● **WHAT YOU NEED TO DO**
Starting at the line that contains "index dip: (1193, 910)", quote each line exactly through the last line of the entries, both included.

● **Pose estimation data**
▬▬▬▬▬▬▬▬▬▬
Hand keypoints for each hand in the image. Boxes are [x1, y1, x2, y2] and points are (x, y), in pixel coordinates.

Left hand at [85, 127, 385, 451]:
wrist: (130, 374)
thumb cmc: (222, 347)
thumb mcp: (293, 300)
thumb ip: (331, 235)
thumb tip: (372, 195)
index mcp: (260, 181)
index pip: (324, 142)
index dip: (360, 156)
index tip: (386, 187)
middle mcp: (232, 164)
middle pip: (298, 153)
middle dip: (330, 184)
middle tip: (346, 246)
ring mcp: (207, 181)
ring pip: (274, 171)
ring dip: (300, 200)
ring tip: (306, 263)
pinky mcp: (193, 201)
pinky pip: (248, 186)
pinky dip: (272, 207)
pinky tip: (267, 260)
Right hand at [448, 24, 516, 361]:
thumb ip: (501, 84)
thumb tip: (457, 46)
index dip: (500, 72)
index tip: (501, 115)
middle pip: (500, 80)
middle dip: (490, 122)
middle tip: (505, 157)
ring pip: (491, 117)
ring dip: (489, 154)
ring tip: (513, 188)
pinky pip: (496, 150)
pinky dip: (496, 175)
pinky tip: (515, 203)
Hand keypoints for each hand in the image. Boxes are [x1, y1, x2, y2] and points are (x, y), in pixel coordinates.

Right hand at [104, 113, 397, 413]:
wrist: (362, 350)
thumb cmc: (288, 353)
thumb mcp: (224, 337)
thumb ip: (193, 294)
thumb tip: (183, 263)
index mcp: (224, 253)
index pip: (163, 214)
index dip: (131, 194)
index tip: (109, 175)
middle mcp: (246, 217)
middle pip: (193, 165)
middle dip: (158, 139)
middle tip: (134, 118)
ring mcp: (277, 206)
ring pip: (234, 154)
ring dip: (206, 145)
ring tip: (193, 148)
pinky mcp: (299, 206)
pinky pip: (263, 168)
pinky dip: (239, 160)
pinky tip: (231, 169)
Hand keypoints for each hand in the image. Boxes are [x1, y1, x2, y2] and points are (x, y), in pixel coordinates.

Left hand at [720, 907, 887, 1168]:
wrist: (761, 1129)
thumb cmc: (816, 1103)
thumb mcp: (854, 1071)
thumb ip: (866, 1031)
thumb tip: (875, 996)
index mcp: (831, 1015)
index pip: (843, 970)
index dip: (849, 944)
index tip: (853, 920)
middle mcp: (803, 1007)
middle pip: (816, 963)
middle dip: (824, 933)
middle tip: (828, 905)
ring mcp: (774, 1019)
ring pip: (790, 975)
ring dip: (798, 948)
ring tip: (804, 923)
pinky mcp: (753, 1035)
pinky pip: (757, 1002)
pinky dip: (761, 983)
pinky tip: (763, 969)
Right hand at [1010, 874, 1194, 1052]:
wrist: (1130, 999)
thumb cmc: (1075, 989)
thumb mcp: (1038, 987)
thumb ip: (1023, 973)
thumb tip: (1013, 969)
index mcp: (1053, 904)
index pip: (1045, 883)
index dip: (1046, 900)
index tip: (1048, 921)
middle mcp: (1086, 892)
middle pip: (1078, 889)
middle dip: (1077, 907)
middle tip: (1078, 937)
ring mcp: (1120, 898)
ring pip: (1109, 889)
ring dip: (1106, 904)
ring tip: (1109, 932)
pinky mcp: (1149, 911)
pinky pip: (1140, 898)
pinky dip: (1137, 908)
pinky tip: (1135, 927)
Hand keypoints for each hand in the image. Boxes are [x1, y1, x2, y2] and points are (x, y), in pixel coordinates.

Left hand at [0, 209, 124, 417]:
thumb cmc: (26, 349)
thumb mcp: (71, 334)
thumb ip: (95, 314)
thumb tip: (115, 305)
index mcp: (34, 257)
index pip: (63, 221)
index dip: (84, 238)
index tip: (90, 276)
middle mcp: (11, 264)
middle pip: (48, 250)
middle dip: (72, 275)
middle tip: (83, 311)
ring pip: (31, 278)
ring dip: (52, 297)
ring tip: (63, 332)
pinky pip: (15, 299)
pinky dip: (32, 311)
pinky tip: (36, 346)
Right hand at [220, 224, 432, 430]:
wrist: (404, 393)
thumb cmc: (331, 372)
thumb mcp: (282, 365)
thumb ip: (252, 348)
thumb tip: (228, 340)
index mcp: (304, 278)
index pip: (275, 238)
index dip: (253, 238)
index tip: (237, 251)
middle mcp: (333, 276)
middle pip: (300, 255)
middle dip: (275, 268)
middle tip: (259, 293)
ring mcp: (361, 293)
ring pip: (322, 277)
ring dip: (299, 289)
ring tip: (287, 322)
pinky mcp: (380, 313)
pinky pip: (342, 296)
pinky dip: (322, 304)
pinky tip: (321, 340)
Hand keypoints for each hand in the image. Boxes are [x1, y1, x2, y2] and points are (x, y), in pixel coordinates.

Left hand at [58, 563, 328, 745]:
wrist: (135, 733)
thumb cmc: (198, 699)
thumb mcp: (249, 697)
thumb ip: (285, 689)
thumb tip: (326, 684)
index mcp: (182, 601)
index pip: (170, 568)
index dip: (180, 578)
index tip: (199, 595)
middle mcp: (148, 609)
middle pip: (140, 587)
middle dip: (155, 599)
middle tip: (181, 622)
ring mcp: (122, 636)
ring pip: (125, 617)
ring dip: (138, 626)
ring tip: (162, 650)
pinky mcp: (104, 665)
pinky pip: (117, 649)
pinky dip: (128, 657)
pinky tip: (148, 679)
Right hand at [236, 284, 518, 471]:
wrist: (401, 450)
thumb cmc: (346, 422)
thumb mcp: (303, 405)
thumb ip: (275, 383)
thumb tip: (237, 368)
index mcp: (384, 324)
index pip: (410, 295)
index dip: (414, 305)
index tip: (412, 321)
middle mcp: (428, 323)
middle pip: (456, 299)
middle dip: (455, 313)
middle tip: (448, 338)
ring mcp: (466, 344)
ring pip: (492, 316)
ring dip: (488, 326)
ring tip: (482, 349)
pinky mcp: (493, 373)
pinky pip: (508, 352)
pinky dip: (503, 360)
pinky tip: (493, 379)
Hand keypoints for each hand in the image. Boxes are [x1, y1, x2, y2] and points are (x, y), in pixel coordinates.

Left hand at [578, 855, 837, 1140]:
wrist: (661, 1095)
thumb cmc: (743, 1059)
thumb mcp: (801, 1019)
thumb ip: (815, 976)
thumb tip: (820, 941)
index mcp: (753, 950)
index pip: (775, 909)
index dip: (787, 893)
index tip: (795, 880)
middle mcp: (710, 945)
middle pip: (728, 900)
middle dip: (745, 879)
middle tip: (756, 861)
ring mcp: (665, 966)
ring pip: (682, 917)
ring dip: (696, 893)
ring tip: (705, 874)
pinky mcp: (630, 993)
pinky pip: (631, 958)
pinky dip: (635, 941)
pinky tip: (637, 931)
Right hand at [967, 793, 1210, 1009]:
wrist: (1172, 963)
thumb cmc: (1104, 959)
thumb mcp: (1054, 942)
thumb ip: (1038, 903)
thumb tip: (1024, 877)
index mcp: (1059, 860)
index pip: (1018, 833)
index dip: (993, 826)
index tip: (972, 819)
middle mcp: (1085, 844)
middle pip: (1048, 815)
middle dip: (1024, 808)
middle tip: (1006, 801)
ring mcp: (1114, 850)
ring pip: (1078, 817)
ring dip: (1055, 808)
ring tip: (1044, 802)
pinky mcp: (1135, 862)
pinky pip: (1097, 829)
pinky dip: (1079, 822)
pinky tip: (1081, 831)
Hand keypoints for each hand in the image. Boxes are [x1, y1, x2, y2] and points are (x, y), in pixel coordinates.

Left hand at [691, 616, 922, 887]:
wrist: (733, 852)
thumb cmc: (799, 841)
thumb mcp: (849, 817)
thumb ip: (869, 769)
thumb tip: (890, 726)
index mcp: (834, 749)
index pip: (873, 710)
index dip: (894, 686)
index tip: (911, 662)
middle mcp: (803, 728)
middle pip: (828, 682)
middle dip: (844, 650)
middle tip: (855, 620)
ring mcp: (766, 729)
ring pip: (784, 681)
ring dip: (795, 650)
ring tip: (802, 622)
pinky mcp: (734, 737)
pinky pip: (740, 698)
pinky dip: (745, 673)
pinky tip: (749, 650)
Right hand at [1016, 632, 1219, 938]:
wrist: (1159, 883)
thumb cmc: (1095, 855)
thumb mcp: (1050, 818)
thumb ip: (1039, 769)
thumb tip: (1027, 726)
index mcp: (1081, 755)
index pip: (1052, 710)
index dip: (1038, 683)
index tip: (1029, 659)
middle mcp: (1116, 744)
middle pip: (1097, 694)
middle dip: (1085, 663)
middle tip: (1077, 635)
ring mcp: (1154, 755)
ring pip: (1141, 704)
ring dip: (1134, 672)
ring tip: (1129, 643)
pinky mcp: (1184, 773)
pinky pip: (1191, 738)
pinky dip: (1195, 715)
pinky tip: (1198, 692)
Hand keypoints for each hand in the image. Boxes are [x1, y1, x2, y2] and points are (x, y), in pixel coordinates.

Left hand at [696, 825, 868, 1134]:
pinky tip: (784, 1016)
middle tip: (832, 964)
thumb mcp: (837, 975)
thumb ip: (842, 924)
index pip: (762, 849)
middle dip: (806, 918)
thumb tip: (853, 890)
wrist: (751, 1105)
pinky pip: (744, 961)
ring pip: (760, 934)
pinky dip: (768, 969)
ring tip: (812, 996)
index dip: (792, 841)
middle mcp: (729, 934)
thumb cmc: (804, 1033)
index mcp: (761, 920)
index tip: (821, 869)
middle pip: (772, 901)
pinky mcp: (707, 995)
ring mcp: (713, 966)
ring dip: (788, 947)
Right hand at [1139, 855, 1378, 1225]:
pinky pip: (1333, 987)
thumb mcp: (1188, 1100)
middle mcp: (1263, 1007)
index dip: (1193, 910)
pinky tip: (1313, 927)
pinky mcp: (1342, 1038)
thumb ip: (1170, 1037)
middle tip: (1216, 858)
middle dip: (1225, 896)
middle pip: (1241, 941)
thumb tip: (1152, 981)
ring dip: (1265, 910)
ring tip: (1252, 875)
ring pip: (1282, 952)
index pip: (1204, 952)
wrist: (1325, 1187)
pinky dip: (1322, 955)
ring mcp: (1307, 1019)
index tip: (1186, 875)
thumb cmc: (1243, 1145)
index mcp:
▬▬▬▬▬▬▬▬▬▬
● **SOLVED PROBLEM**
index dip: (1193, 910)
pinky tip: (1313, 927)
pinky mcp: (1342, 1038)
thumb ip: (1170, 1037)
middle tip: (1216, 858)
middle dip: (1225, 896)
middle pip: (1241, 941)
thumb tip: (1152, 981)
ring dip: (1265, 910)
ring tip: (1252, 875)
ring pip: (1282, 952)
index pip: (1204, 952)
wrist: (1325, 1187)
pinky dip: (1322, 955)
ring mcp: (1307, 1019)
index tip: (1186, 875)
thumb cmc: (1243, 1145)
index mcp:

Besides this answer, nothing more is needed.